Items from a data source
----

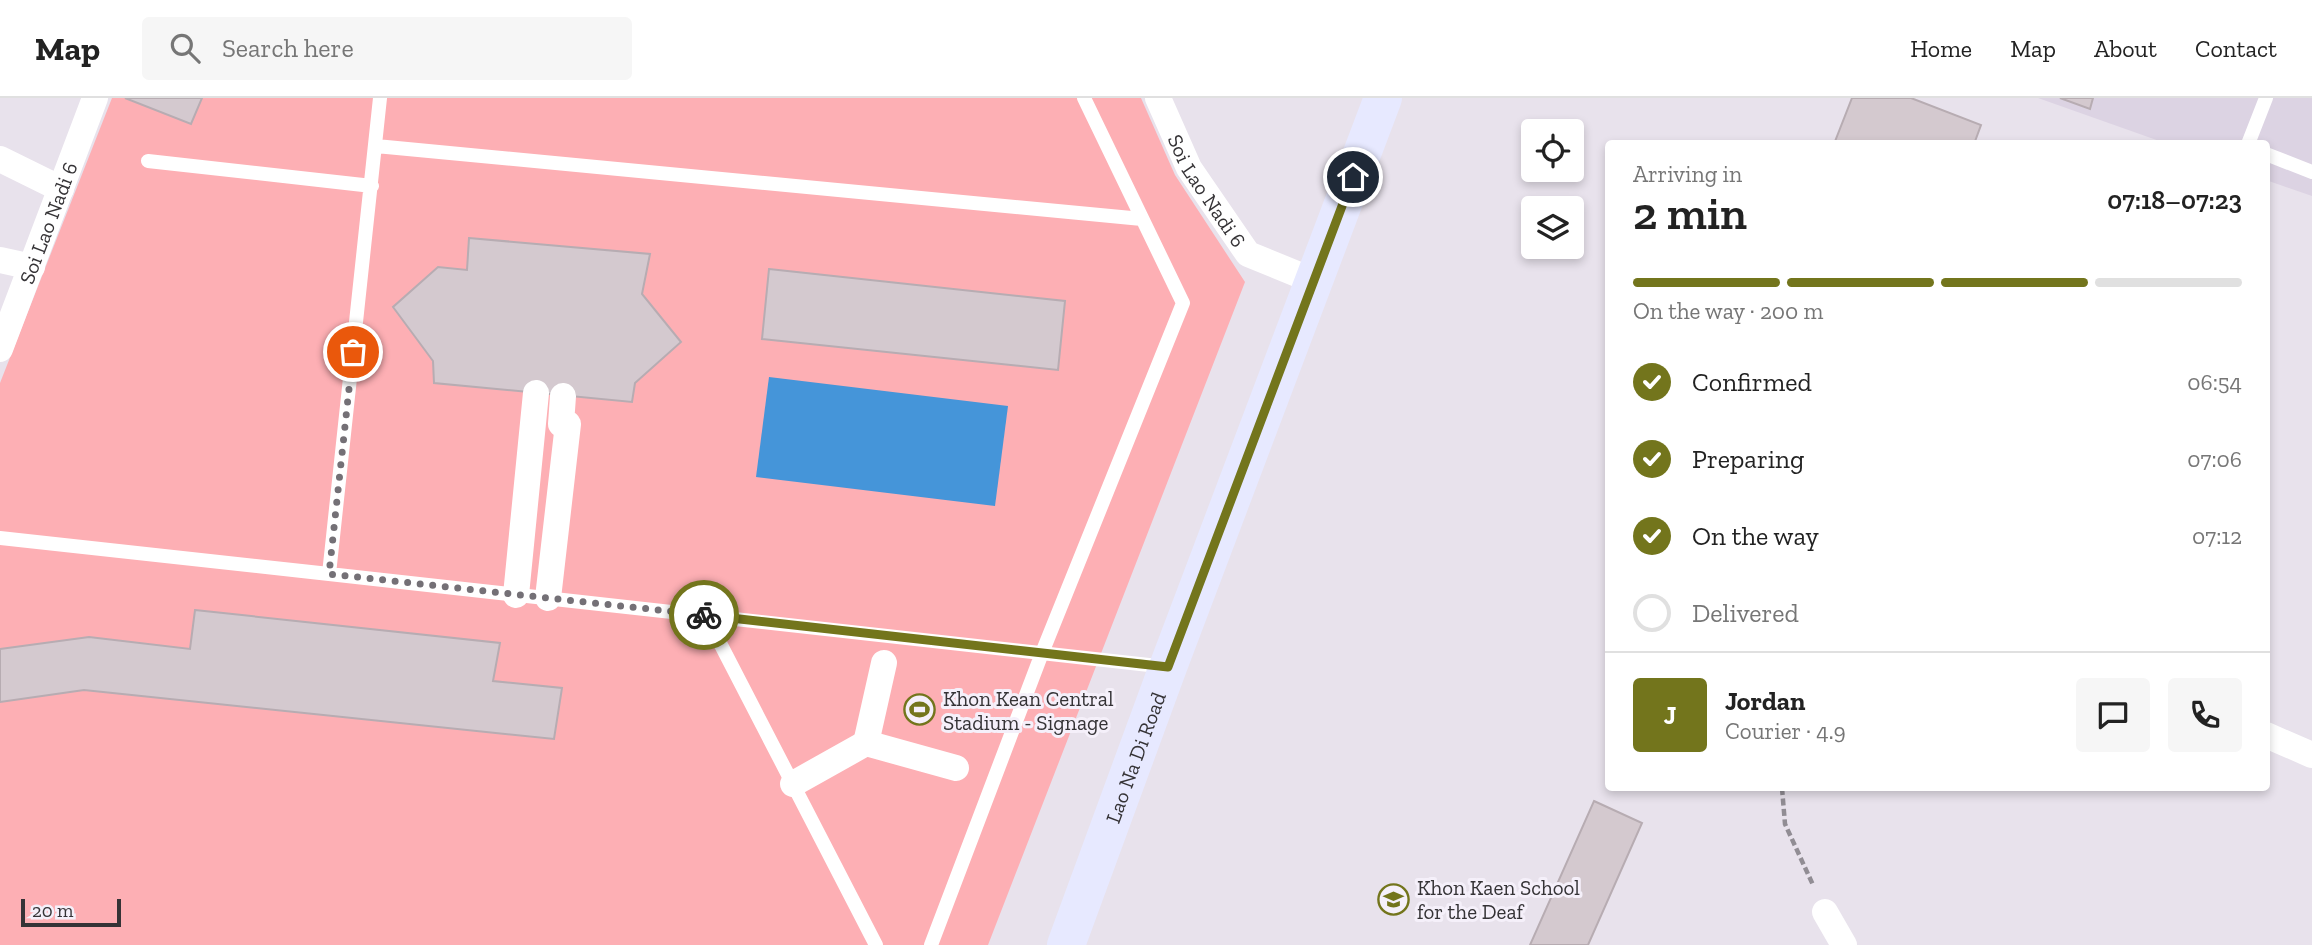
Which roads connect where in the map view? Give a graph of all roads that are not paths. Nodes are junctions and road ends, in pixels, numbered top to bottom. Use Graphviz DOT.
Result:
graph roads {
  1 [pos="95,98"];
  2 [pos="380,98"];
  3 [pos="1084,98"];
  4 [pos="1158,98"];
  5 [pos="1382,98"];
  6 [pos="2266,98"];
  7 [pos="2250,140"];
  8 [pos="376,146"];
  9 [pos="2270,156"];
  10 [pos="0,159"];
  11 [pos="148,161"];
  12 [pos="2312,172"];
  13 [pos="372,186"];
  14 [pos="61,188"];
  15 [pos="1142,219"];
  16 [pos="0,260"];
  17 [pos="32,267"];
  18 [pos="1314,281"];
  19 [pos="0,349"];
  20 [pos="536,393"];
  21 [pos="563,396"];
  22 [pos="0,538"];
  23 [pos="329,574"];
  24 [pos="516,595"];
  25 [pos="548,598"];
  26 [pos="706,616"];
  27 [pos="1042,653"];
  28 [pos="884,663"];
  29 [pos="1168,667"];
  30 [pos="2270,737"];
  31 [pos="866,743"];
  32 [pos="2312,755"];
  33 [pos="956,768"];
  34 [pos="793,784"];
  35 [pos="1825,912"];
  36 [pos="876,945"];
  37 [pos="931,945"];
  38 [pos="1066,945"];
  39 [pos="1844,945"];
  1 -- 14 [label="street, Soi Lao Nadi 6"];
  2 -- 8 [label="lane"];
  3 -- 15 [label="lane"];
  4 -- 18 [label="street, Soi Lao Nadi 6"];
  5 -- 18 [label="main road, Lao Na Di Road"];
  6 -- 7 [label="lane"];
  8 -- 13 [label="lane"];
  8 -- 15 [label="lane"];
  9 -- 12 [label="lane"];
  10 -- 14 [label="street"];
  11 -- 13 [label="lane"];
  13 -- 23 [label="lane"];
  14 -- 17 [label="street, Soi Lao Nadi 6"];
  15 -- 27 [label="lane"];
  16 -- 17 [label="street"];
  17 -- 19 [label="street, Soi Lao Nadi 6"];
  18 -- 29 [label="main road, Lao Na Di Road"];
  20 -- 24 [label="street"];
  21 -- 25 [label="street"];
  22 -- 23 [label="lane"];
  23 -- 24 [label="lane"];
  24 -- 25 [label="lane"];
  25 -- 26 [label="lane"];
  26 -- 27 [label="lane"];
  26 -- 34 [label="lane"];
  27 -- 29 [label="lane"];
  27 -- 37 [label="lane"];
  28 -- 31 [label="street"];
  29 -- 38 [label="main road, Lao Na Di Road"];
  30 -- 32 [label="street"];
  31 -- 33 [label="street"];
  31 -- 34 [label="street"];
  34 -- 36 [label="lane"];
  35 -- 39 [label="street"];
}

----

ACTIVITY | Restate every record exactly, please; do not copy the pictures.

OUTPUT BELOW |
Which roads connect where in the map view? Give a graph of all roads that are not paths. Nodes are junctions and road ends, in pixels, numbered top to bottom. Use Graphviz DOT.
Result:
graph roads {
  1 [pos="95,98"];
  2 [pos="380,98"];
  3 [pos="1084,98"];
  4 [pos="1158,98"];
  5 [pos="1382,98"];
  6 [pos="2266,98"];
  7 [pos="2250,140"];
  8 [pos="376,146"];
  9 [pos="2270,156"];
  10 [pos="0,159"];
  11 [pos="148,161"];
  12 [pos="2312,172"];
  13 [pos="372,186"];
  14 [pos="61,188"];
  15 [pos="1142,219"];
  16 [pos="0,260"];
  17 [pos="32,267"];
  18 [pos="1314,281"];
  19 [pos="0,349"];
  20 [pos="536,393"];
  21 [pos="563,396"];
  22 [pos="0,538"];
  23 [pos="329,574"];
  24 [pos="516,595"];
  25 [pos="548,598"];
  26 [pos="706,616"];
  27 [pos="1042,653"];
  28 [pos="884,663"];
  29 [pos="1168,667"];
  30 [pos="2270,737"];
  31 [pos="866,743"];
  32 [pos="2312,755"];
  33 [pos="956,768"];
  34 [pos="793,784"];
  35 [pos="1825,912"];
  36 [pos="876,945"];
  37 [pos="931,945"];
  38 [pos="1066,945"];
  39 [pos="1844,945"];
  1 -- 14 [label="street, Soi Lao Nadi 6"];
  2 -- 8 [label="lane"];
  3 -- 15 [label="lane"];
  4 -- 18 [label="street, Soi Lao Nadi 6"];
  5 -- 18 [label="main road, Lao Na Di Road"];
  6 -- 7 [label="lane"];
  8 -- 13 [label="lane"];
  8 -- 15 [label="lane"];
  9 -- 12 [label="lane"];
  10 -- 14 [label="street"];
  11 -- 13 [label="lane"];
  13 -- 23 [label="lane"];
  14 -- 17 [label="street, Soi Lao Nadi 6"];
  15 -- 27 [label="lane"];
  16 -- 17 [label="street"];
  17 -- 19 [label="street, Soi Lao Nadi 6"];
  18 -- 29 [label="main road, Lao Na Di Road"];
  20 -- 24 [label="street"];
  21 -- 25 [label="street"];
  22 -- 23 [label="lane"];
  23 -- 24 [label="lane"];
  24 -- 25 [label="lane"];
  25 -- 26 [label="lane"];
  26 -- 27 [label="lane"];
  26 -- 34 [label="lane"];
  27 -- 29 [label="lane"];
  27 -- 37 [label="lane"];
  28 -- 31 [label="street"];
  29 -- 38 [label="main road, Lao Na Di Road"];
  30 -- 32 [label="street"];
  31 -- 33 [label="street"];
  31 -- 34 [label="street"];
  34 -- 36 [label="lane"];
  35 -- 39 [label="street"];
}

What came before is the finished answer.